Milwaukee-based Assurant Health to be Sold Off or Shut Down

The parent company of Assurant Health said Tuesday that it will sell or shut down the Milwaukee health insurer — which employs 1,200 people in the area — by the end of next year.

Assurant Health has struggled to adjust to changes in the health insurance market imposed by the Affordable Care Act and is expected to report an operating loss of $80 million to $90 million in its first quarter. That comes after it lost $64 million last year.

The company, whose headquarters is in downtown Milwaukee, specializes in health insurance for small employers and individuals, the two market segments that have faced the most changes from the Affordable Care Act.

“They are a casualty of the ACA,” said Steven Schwartz, an analyst with Raymond James & Associates.

Assurant Inc., the parent company based in New York, said it is exploring a sale.
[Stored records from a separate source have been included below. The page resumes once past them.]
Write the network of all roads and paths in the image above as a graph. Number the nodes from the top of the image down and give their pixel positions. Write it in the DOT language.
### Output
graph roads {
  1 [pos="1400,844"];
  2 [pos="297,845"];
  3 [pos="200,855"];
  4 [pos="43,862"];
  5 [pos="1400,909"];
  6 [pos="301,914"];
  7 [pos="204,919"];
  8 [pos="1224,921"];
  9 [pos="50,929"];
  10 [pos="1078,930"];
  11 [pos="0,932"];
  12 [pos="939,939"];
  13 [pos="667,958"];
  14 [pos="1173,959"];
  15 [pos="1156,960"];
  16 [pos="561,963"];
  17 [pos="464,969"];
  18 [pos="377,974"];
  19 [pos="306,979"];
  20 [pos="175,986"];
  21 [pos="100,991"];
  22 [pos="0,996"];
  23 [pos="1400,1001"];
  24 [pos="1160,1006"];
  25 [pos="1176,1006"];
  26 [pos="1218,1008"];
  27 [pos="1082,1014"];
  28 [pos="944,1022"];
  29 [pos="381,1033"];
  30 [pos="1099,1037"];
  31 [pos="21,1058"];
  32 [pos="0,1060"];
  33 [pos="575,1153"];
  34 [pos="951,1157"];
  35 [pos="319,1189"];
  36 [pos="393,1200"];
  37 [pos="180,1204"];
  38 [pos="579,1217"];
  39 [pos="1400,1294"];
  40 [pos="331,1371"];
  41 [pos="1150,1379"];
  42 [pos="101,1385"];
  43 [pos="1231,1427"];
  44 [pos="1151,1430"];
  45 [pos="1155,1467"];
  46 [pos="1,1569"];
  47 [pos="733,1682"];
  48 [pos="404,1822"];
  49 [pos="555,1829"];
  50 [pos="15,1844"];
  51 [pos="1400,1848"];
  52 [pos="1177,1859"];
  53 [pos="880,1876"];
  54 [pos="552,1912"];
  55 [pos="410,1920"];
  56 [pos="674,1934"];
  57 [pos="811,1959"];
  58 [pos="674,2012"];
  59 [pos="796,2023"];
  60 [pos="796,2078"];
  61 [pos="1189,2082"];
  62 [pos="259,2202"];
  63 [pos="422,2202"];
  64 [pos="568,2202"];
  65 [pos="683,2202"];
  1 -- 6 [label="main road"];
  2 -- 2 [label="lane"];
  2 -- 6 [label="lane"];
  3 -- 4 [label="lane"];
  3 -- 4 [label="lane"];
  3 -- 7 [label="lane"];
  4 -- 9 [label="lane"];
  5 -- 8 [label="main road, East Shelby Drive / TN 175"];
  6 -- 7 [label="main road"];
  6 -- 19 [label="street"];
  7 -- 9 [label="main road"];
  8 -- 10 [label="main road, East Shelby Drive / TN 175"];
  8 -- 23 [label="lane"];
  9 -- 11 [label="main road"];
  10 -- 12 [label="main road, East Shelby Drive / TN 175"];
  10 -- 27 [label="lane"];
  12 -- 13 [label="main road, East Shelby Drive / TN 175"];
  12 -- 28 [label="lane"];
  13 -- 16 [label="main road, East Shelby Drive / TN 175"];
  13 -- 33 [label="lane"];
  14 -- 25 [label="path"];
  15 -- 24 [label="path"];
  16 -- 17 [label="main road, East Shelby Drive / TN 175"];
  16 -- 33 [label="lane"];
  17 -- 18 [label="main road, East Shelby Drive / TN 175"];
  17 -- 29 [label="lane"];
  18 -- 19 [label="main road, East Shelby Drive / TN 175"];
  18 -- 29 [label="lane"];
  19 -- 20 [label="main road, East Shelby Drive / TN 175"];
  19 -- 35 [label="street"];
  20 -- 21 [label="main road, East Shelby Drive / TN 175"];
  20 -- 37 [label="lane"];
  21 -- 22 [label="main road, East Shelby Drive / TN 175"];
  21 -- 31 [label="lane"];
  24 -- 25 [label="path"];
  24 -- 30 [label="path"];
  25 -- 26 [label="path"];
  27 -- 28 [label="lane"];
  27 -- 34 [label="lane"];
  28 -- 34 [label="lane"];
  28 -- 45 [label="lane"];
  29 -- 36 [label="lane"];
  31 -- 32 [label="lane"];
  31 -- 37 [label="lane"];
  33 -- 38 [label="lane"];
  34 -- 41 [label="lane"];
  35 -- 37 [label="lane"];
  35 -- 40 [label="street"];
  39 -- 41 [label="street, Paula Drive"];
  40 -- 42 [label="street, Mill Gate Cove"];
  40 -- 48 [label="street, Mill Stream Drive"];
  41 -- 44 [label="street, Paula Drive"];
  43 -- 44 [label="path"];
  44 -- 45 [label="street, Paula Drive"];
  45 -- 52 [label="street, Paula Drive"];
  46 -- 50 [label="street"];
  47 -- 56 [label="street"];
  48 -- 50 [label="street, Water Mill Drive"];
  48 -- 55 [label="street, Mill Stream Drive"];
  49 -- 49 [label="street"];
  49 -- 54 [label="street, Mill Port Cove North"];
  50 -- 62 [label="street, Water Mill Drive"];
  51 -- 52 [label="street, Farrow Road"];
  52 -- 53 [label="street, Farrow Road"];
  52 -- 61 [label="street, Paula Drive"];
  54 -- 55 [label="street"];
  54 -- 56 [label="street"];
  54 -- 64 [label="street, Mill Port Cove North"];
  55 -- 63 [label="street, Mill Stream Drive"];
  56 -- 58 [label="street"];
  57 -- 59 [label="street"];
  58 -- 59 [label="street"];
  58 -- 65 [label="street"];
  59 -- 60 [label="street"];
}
Absent that, it will not sell health insurance policies in 2016 and will shut down the business.

The announcement leaves the fate of Assurant Health’s 1,700 employees companywide, most of them in the Milwaukee region, in doubt.

Assurant also said it is exploring the sale of its employee benefits business, which sells dental, short-term and long-term disability, and life insurance.

“While it is a difficult decision, we believe they would be strong assets for new owners that are focused more exclusively on health care and employee benefits,” Alan Colberg, the parent company’s president and chief executive officer, said in a statement.

Assurant instead plans to focus on its niche insurance products, including extended-service contracts, mobile-housing insurance, vehicle-service contracts and prepaid funeral plans.

Assurant Health’s ties to Milwaukee go back to 1900, when the La Crosse Mutual Aid Association moved to the city and changed its name to Time Insurance Co.

Analysts began speculating as far back as late 2011 that Assurant might exit the health insurance business.

The Affordable Care Act barred health insurers from turning away customers because of pre-existing health conditions. That new regulation negated one of Assurant Health’s strengths: underwriting, or determining which potential customers were the best risks.

“That went away,” said Schwartz of Raymond James.

The law also required health plans to cover a package of basic benefits and required health insurers to spend at least 80 cents of every premium dollar on medical care or quality initiatives.

The changes forced Assurant Health to move quickly to cut costs and eliminate jobs.

Assurant Health had $2 billion in revenue last year and sold health insurance to individuals in 41 states and on 16 marketplaces set up under the Affordable Care Act. It sold health plans to small employers in 34 states.

The company said it will uphold its commitments to existing policyholders.

Finding a buyer for Assurant Health could be difficult.

Unlike companies such as UnitedHealthcare or Anthem, which focus on larger employers, Assurant Health does not have the size in any one market to negotiate contracts directly with hospitals and doctors. It instead typically pays a monthly fee to other insurers to access their networks, potentially increasing its costs.

Assurant Health’s losses suggest that any buyer would have to raise the cost of its health plans next year. At the same time, the online marketplaces set up under the Affordable Care Act have made it easier for people to compare prices and move to different health plans each year.

In an interview in 2012, Adam Lamnin, president and chief executive of Assurant Health, acknowledged the challenges the company faced.

“Health care reform,” he said, “was a watershed event for us.”